С посуровевшими лицами долго брели братилы молча. Каждый думал своё. Худо-бедно, всё было ясно ещё позавчера. Заведенная пружина жизни раскручивалась привычно. Работа. Дом. Семья. Война же сломала всё. Что с ними будет через месяц? Через день? Через час?
Как-то разом, не сговариваясь, в один голос запечалились они мучительно бездольно:
— Ах как далече, далече в чистом поле
Раскладен там был огонёчек малешенек,
Подле огничка разостлан шелковый ковер.
На ковричке лежит добрый молодец,
Припекает свои раны кровавые.
В головах его стоит животворящий крест,
По праву руку лежит сабля вострая,
По леву руку его крепкий лук,
А в ногах стоит его добрый конь.
При смерти добрый молодец сокрушается
И сам добру коню наказывает:
«Ах ты, конь мой, конь, лошадь добрая,
Ты видишь, что я с белым светом разлучаюся
И с тобой одним прощаюся.
Ты зарой мое тело белое
Среди поля, среди чистова,
Среди раздольица, среди широкова.
Побеги потом во святую Русь,
Поклонись моему отцу и матери,
Благословенье отвези малым детушкам.
Голоса напитались слезами. Стыдятся они друг друга, каждый норовит держать лицо в сторону, хотя и идут рядом, плечо в плечо, сплетясь руками.
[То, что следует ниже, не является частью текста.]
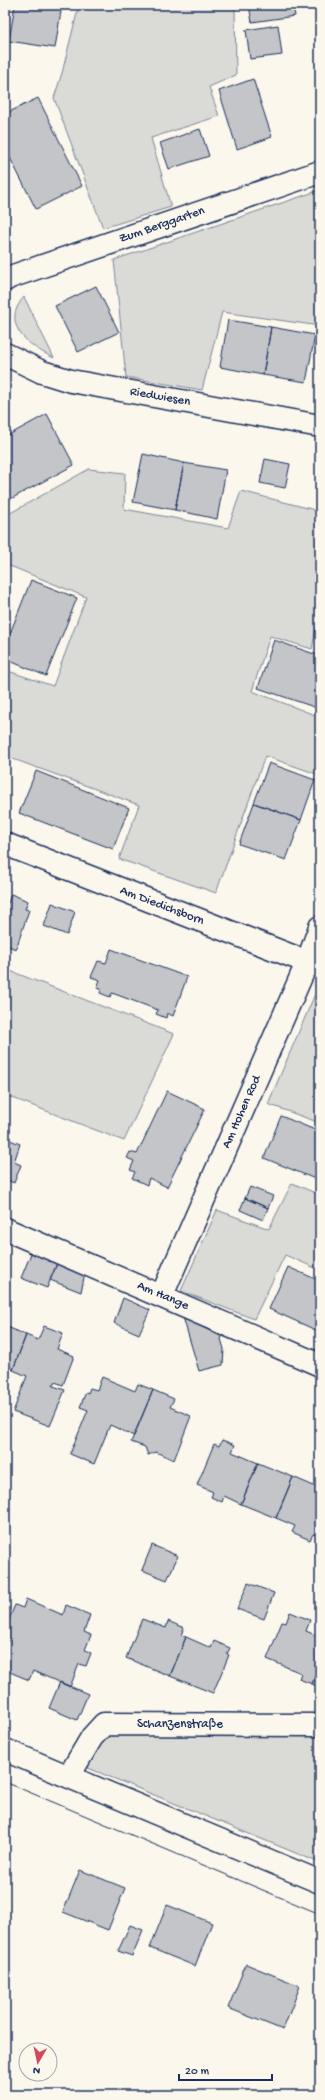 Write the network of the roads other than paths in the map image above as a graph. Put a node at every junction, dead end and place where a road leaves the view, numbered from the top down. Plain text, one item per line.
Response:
1 (320, 172) edge
2 (5, 280) edge
3 (5, 354) edge
4 (320, 426) edge
5 (5, 844) edge
6 (320, 927) edge
7 (314, 965) edge
8 (5, 1229) edge
9 (162, 1295) junction
10 (320, 1365) edge
11 (320, 1725) edge
12 (5, 1750) edge
13 (68, 1776) junction
14 (320, 1882) edge

1 - 2 street, Zum Berggarten
3 - 4 street, Riedwiesen
5 - 7 street, Am Diedichsborn
6 - 7 street, Am Hohen Rod
7 - 9 street, Am Hohen Rod
8 - 9 street, Am Hange
9 - 10 street, Am Hange
11 - 13 street, Schanzenstraße
12 - 13 street
13 - 14 street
— Да скажи моей молодой вдове,
Что женился я на другой жене.
Во придано взял я поле чистое,
Свахою была калена стрела,
А спать положила пуля мушкетная.
Тяжки мне раны палашовыя,
Тяжчее мне раны свинцовыя.
Все друзья-братья меня оставили,
Все товарищи разбежалися.
Лишь один ты, мой добрый конь,
Ты служил мне верно до смерти
И ты видишь, мой добрый конь,
Что удалый добрый молодец кончается…
Домой Никита втащился вечером, уже все вернулись с чая. Неуверенно-озорным, заносящим из стороны в сторону шагом не переступил, а как-то торопливо перепрыгнул порожек, будто об него споткнулся. Под Полей подломились ноги — видела впервые мужа вросхмель.
— Ой, лишенько! Иля ты увэсь пьяный?
— Нехай буду пьяный, — готовно согласился он и, выставив одну ногу вперёд и избоченившись, качнулся петь:
— Чоловiк[50] сие гречку, жинка каже: «Мак».
Нехай так, нехай так,
Нехай гречка буде мак.
Чоловiк поймав щуку, жинка каже: «Рак».
Нехай так, нехай так,
Нехай щука буде рак.
— Не куе, не меле… — расшибленно загоревала Поля. — В ноль наквасился! В лапшу увэсь пьяный.
— Н-никак н-нет, — галантно возразил Никиша. — Слегка тверёзый. А с чего быть пьяну? Подумаешь, налиховал… Колупнули по масенькой… В кружкý, Полянчик, не без душку… Особо не печалься. Мужик не лешак, больше ведра в сутки не пьёт.
— Всадил же Бог душу, як в дуплястую грушу! Не комедничай. С каких это радостей накуликался, як зюзя?
Заморгал Никита, будто дивясь, а чего это и впрямь налимонился он, но тут же неестественно ровно выпрямился, сосредоточенно уставился в пол перед собой. Словно думу великую думал, проронил:
— Это чтоб примета твоя сошлась… Сама ж убивалась, а чего это не получается, как мама говорила. А мамычка твоя сочиняла библию будь здоров. Любит мужик соль — склонённый к пьянке! Сольку я, сама знаешь, обож-жаю. Чего ж мне ломать народово примечание? Вот я и…
— Э-э, хлопче… Тебя послухай… Ни Богу свечка, ни чёрту огарок. Кругом беда, а он… Тошно!
— А тошно, так дай вёдра, принесу воды. Зальёшь тошноту.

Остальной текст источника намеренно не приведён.